Thanks! I'm excited to get it up and running in my house. One reason I decided to do the fully disassembly for cleaning is actually because I have to disassemble it to get it through a narrow doorway to get in the house so I figured might as well go crazy and clean it all too. lol
I would love to elaborate.

The Lithium grease is not a cleaner. I use detergent or mild soap solutions for general cleaning and isopropyl for crusted on adhesives.

After I clean the plastic piece, the lithium coats the oxidized cloudy plastic with a synthetic liquid barrier that does not evaporate.

Their is no oily barrier left over whatsoever. I apply a small amount with a lint free rag and rub lightly until it saturates into the plastic. Then I come back with another lint free rag and wipe it down.

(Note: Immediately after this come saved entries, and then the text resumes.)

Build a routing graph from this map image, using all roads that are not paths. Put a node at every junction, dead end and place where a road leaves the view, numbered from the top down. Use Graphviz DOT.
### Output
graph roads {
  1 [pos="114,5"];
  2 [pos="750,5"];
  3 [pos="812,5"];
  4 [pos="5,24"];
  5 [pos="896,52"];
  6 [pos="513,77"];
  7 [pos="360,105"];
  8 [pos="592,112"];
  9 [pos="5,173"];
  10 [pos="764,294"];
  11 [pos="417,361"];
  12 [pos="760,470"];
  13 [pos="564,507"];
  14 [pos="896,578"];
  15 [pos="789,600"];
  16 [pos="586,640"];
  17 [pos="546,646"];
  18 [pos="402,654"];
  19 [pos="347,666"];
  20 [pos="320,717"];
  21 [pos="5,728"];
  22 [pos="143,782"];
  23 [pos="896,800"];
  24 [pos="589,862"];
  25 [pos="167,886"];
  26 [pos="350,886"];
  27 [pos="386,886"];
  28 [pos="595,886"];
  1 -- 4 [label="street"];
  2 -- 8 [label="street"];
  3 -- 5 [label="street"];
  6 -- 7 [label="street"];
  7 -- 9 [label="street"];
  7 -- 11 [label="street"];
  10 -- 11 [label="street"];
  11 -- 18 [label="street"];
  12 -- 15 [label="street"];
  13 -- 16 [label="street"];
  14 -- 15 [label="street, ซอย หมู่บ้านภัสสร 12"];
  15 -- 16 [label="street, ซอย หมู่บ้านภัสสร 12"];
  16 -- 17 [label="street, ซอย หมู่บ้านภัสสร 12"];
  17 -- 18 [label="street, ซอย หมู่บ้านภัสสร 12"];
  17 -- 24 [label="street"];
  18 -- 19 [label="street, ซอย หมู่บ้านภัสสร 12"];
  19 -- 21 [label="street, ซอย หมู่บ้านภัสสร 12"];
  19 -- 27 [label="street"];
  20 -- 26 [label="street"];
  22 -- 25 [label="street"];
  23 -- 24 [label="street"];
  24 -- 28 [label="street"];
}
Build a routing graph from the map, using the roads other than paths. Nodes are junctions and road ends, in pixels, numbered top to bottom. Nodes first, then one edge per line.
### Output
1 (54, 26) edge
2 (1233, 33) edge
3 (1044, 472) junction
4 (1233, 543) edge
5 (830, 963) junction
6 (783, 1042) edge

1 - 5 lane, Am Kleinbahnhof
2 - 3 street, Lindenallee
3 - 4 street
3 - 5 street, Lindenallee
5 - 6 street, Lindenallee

If anything the dust falls right off the surface because the oxidation causes friction and the lithium helps mitigate it.

I discovered it from an auto detail facility that recommended coating my exterior black plastics with lithium rather than repainting or dying.

I used it on my atomic 64 controllers when I refurbed, and they look brand new years later.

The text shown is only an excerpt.